• [Requirement]: The answer must be every line from the entries below that contains "pixel".

• [Records from a data collection]:
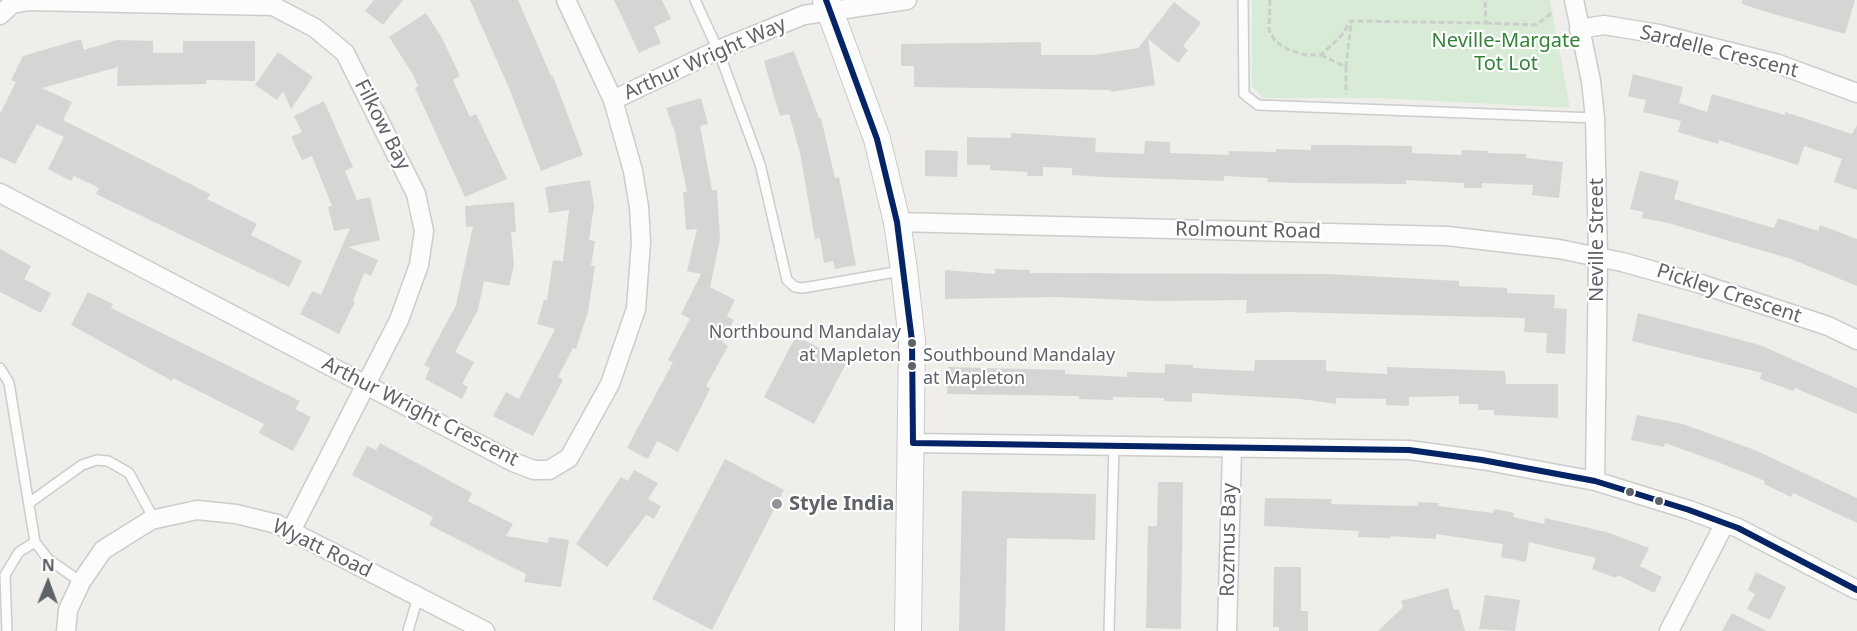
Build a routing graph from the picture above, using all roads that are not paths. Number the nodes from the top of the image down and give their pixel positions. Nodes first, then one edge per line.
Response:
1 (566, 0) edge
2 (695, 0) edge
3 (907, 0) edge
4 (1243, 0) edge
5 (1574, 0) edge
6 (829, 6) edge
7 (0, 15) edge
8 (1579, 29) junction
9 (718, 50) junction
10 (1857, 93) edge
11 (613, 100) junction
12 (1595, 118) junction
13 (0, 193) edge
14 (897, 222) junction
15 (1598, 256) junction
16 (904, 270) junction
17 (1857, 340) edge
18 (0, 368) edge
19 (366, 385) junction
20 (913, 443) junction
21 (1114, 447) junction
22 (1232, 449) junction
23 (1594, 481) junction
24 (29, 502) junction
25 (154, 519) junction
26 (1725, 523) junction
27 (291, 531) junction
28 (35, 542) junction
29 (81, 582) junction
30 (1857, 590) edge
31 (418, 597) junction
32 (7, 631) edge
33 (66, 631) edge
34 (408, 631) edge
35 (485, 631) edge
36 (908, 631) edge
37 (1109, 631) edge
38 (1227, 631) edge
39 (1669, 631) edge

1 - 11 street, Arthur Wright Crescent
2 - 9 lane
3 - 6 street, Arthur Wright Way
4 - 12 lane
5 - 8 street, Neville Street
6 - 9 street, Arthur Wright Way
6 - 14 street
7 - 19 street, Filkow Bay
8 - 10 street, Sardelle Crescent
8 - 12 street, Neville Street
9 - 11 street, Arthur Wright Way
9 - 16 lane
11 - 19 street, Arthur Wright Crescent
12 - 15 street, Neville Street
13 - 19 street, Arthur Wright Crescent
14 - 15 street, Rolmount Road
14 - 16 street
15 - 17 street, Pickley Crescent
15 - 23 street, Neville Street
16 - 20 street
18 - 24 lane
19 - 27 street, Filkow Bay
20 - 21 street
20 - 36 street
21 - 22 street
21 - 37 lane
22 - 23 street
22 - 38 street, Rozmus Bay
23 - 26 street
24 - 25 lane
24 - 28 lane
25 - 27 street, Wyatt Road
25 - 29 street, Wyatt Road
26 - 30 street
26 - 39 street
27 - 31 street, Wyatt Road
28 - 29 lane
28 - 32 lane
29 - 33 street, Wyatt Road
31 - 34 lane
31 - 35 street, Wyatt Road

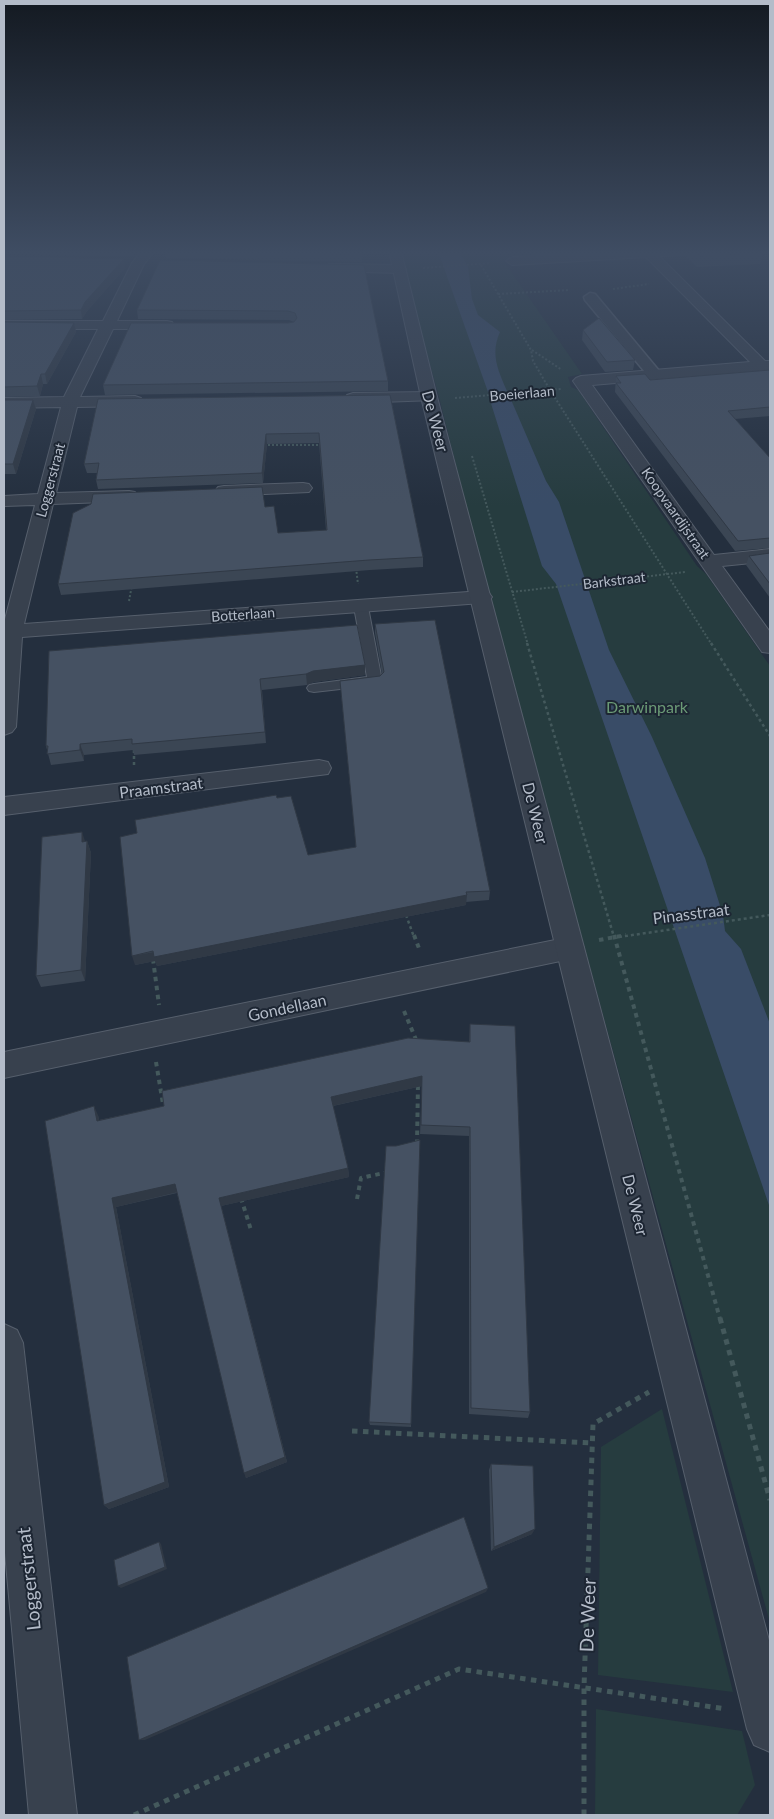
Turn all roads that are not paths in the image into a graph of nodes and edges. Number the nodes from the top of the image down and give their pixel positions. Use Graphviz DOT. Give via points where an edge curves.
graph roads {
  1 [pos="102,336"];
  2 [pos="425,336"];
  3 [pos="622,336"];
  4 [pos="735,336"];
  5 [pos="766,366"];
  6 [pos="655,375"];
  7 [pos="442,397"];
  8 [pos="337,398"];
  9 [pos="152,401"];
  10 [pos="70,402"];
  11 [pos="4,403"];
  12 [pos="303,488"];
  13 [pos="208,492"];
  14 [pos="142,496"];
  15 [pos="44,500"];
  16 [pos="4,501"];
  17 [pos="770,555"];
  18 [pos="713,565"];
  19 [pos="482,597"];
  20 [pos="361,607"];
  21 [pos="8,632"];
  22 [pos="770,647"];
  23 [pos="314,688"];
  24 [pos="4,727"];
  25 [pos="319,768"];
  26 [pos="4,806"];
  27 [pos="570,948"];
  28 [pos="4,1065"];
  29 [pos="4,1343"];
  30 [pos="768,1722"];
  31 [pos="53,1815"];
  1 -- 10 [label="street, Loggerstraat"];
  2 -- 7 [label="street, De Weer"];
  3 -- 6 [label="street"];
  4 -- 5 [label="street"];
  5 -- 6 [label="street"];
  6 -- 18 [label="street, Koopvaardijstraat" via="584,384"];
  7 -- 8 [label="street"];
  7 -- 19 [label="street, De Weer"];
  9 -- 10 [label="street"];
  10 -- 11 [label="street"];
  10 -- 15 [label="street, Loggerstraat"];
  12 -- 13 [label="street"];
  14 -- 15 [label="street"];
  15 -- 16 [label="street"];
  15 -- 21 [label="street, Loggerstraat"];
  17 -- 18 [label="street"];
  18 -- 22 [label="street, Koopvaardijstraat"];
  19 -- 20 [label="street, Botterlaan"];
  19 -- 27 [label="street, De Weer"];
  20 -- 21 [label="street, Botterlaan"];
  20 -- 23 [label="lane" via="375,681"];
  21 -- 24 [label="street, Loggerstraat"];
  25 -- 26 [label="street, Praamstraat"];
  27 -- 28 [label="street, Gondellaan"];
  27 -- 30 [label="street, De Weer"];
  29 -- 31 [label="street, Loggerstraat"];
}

• [Solution below]:
Build a routing graph from the picture above, using all roads that are not paths. Number the nodes from the top of the image down and give their pixel positions. Nodes first, then one edge per line.
Turn all roads that are not paths in the image into a graph of nodes and edges. Number the nodes from the top of the image down and give their pixel positions. Use Graphviz DOT. Give via points where an edge curves.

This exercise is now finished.